Assigned task »
Restate the whole listing exactly.

Exercise inputs »
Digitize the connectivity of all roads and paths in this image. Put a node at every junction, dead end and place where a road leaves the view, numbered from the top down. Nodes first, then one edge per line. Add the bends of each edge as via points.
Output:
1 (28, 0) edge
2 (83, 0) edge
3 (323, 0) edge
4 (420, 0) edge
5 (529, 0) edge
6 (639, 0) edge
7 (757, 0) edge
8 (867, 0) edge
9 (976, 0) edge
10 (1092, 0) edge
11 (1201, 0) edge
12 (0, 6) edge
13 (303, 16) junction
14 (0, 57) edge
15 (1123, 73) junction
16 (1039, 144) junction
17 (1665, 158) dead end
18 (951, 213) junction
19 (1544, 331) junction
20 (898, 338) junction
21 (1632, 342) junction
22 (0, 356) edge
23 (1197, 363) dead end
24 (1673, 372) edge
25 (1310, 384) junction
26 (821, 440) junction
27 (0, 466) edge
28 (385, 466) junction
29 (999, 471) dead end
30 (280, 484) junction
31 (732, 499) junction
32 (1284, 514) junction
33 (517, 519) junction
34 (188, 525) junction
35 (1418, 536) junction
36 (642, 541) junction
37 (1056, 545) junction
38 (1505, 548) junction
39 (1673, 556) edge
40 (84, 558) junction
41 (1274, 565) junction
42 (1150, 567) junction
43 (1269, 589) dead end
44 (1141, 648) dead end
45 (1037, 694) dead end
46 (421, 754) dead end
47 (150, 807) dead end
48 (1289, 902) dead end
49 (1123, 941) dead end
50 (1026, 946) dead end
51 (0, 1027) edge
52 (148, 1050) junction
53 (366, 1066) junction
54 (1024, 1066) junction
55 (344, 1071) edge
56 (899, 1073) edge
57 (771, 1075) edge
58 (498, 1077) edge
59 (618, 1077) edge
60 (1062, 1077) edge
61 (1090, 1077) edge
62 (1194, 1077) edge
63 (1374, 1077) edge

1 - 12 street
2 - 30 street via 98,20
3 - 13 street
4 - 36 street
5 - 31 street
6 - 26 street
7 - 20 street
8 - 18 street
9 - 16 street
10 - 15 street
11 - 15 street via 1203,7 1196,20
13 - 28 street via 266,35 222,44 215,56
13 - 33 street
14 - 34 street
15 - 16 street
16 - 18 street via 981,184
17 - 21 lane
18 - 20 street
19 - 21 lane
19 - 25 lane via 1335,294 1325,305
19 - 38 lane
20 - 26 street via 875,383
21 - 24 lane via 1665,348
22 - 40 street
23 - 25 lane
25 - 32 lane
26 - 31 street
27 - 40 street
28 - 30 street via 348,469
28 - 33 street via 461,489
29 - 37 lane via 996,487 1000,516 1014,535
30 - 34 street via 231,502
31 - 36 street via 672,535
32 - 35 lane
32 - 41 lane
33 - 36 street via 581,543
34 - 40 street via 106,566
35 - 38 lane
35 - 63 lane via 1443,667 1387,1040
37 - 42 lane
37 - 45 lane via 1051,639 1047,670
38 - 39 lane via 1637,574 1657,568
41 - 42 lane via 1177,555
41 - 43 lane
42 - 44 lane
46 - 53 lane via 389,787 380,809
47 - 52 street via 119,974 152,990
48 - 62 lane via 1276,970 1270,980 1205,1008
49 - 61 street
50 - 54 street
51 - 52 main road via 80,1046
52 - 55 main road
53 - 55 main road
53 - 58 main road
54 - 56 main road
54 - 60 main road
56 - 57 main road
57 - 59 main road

Written answer »
Digitize the connectivity of all roads and paths in this image. Put a node at every junction, dead end and place where a road leaves the view, numbered from the top down. Nodes first, then one edge per line. Add the bends of each edge as via points.
Output:
1 (28, 0) edge
2 (83, 0) edge
3 (323, 0) edge
4 (420, 0) edge
5 (529, 0) edge
6 (639, 0) edge
7 (757, 0) edge
8 (867, 0) edge
9 (976, 0) edge
10 (1092, 0) edge
11 (1201, 0) edge
12 (0, 6) edge
13 (303, 16) junction
14 (0, 57) edge
15 (1123, 73) junction
16 (1039, 144) junction
17 (1665, 158) dead end
18 (951, 213) junction
19 (1544, 331) junction
20 (898, 338) junction
21 (1632, 342) junction
22 (0, 356) edge
23 (1197, 363) dead end
24 (1673, 372) edge
25 (1310, 384) junction
26 (821, 440) junction
27 (0, 466) edge
28 (385, 466) junction
29 (999, 471) dead end
30 (280, 484) junction
31 (732, 499) junction
32 (1284, 514) junction
33 (517, 519) junction
34 (188, 525) junction
35 (1418, 536) junction
36 (642, 541) junction
37 (1056, 545) junction
38 (1505, 548) junction
39 (1673, 556) edge
40 (84, 558) junction
41 (1274, 565) junction
42 (1150, 567) junction
43 (1269, 589) dead end
44 (1141, 648) dead end
45 (1037, 694) dead end
46 (421, 754) dead end
47 (150, 807) dead end
48 (1289, 902) dead end
49 (1123, 941) dead end
50 (1026, 946) dead end
51 (0, 1027) edge
52 (148, 1050) junction
53 (366, 1066) junction
54 (1024, 1066) junction
55 (344, 1071) edge
56 (899, 1073) edge
57 (771, 1075) edge
58 (498, 1077) edge
59 (618, 1077) edge
60 (1062, 1077) edge
61 (1090, 1077) edge
62 (1194, 1077) edge
63 (1374, 1077) edge

1 - 12 street
2 - 30 street via 98,20
3 - 13 street
4 - 36 street
5 - 31 street
6 - 26 street
7 - 20 street
8 - 18 street
9 - 16 street
10 - 15 street
11 - 15 street via 1203,7 1196,20
13 - 28 street via 266,35 222,44 215,56
13 - 33 street
14 - 34 street
15 - 16 street
16 - 18 street via 981,184
17 - 21 lane
18 - 20 street
19 - 21 lane
19 - 25 lane via 1335,294 1325,305
19 - 38 lane
20 - 26 street via 875,383
21 - 24 lane via 1665,348
22 - 40 street
23 - 25 lane
25 - 32 lane
26 - 31 street
27 - 40 street
28 - 30 street via 348,469
28 - 33 street via 461,489
29 - 37 lane via 996,487 1000,516 1014,535
30 - 34 street via 231,502
31 - 36 street via 672,535
32 - 35 lane
32 - 41 lane
33 - 36 street via 581,543
34 - 40 street via 106,566
35 - 38 lane
35 - 63 lane via 1443,667 1387,1040
37 - 42 lane
37 - 45 lane via 1051,639 1047,670
38 - 39 lane via 1637,574 1657,568
41 - 42 lane via 1177,555
41 - 43 lane
42 - 44 lane
46 - 53 lane via 389,787 380,809
47 - 52 street via 119,974 152,990
48 - 62 lane via 1276,970 1270,980 1205,1008
49 - 61 street
50 - 54 street
51 - 52 main road via 80,1046
52 - 55 main road
53 - 55 main road
53 - 58 main road
54 - 56 main road
54 - 60 main road
56 - 57 main road
57 - 59 main road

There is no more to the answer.